Слезы все текли по его скулам, но лицо от самогона порозовело и разгладилось.
– Может, ты есть хочешь? Больно быстро оживаешь. Чудеса…
– Не знаю. Видимо, еще не все здоровье пропито… – Слива помолчал и добавил: – Мне ведь Богородица сегодня являлась, помогла. Я, когда тонул, думал – всё. В глазах темнеет, сил больше нет. Рук не поднять, ног не чую… Вспомнил Ее, Пречистую Деву, перед смертью. Волной накрыло, и вдруг понимаю как во сне, что меня волной этой по дну катит. Из последних сил пополз – и темнота… Потом раз – и свет включили. Голубой такой… Идет по песку женщина, тоже вся в синем, красивая. Кругом солнышко светит, даже птички чирикают… «Ну что, раб Божий Святослав? Хочешь жить, дурашка?» «Хочу, Матушка!» – говорю. «Живи, раз хочешь», – говорит… А голос – как у Светки Ильиной из девятого «Б». Мягкий, будто вельвет. Перекрестила меня, ладошку теплую на темечко мне положила и пошла. Опять все вокруг потемнело, ветер задул, гляжу, а вместо Девы старуха уходит, седая и страшная. Очухался уже здесь…
– Вон оно что! – пьяненько усмехнулся Волдырь. – Я было подумал, что ты захмелел и бредишь, а теперь понял. Это Манюня тебя раньше нас попользовала. Без нее не обошлось. Не ожил бы так скоро. Так как насчет каши?
Но Слива уже спал. Ладно, утро удалее, подумал Волдырь, сдернул клемму и ощупью полез на печь.
Глава 5
Смута и подарки
«…Пришла рымбарям пора платить царским сборщикам налоги.

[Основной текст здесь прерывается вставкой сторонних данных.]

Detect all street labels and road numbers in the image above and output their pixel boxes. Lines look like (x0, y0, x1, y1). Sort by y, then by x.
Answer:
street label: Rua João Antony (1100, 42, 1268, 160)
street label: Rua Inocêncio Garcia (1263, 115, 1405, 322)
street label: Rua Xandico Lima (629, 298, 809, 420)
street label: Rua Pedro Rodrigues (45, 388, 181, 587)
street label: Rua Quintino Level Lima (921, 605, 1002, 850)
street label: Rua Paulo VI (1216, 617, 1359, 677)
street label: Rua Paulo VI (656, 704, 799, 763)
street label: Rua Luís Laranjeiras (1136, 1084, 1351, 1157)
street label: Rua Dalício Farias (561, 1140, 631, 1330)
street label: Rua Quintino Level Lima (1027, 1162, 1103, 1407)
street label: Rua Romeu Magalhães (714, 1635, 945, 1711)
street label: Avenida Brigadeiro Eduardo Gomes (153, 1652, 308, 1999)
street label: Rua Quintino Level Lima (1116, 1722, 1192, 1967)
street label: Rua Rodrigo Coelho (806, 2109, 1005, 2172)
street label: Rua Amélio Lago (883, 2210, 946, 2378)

На большую землю надо ехать, везти пять коробей ржи и овса, куньи шкурки или медные деньги.
Делать нечего – почесали мужички в затылках, покумекали и решили, что легче заплатить и жить спокойно, чем придут и отберут. Не с руки бодаться с царской, а значит и с Божьей властью. Всякая ведь власть от Бога. Да и церковь не мешало бы построить, а то негде с Богом говорить. Не язычники же мы, чтобы камню в лесу молиться.
За весла сели, песню запели. Паруса к ветру поставили, лодки к берегу направили.
А на берегу опять тревога: воевода из Корелы ополчение собирает, снова война, говорят. С ляхами или с литаками – все одно опять со свеями. Те всегда рядом, граница острогами щетинится. В общем и целом, налоги забрали, еще больше велели собрать. Мало того, приказали троим топорничкам явиться в войско на своих лошадках.
Бабы повыли, старики покряхтели, дети покричали. Проводили защитников в поход, жизнь труднее стала. Рук не хватает.
Тут холодный год выдался. Снег лежал до лета, а в сентябре снова выпал. Земля не успела родить, голод подступил. Надеялись на охотников, а лось с острова уплыл, и пушной зверек куда-то подевался. Вороны ближе к деревне перебрались.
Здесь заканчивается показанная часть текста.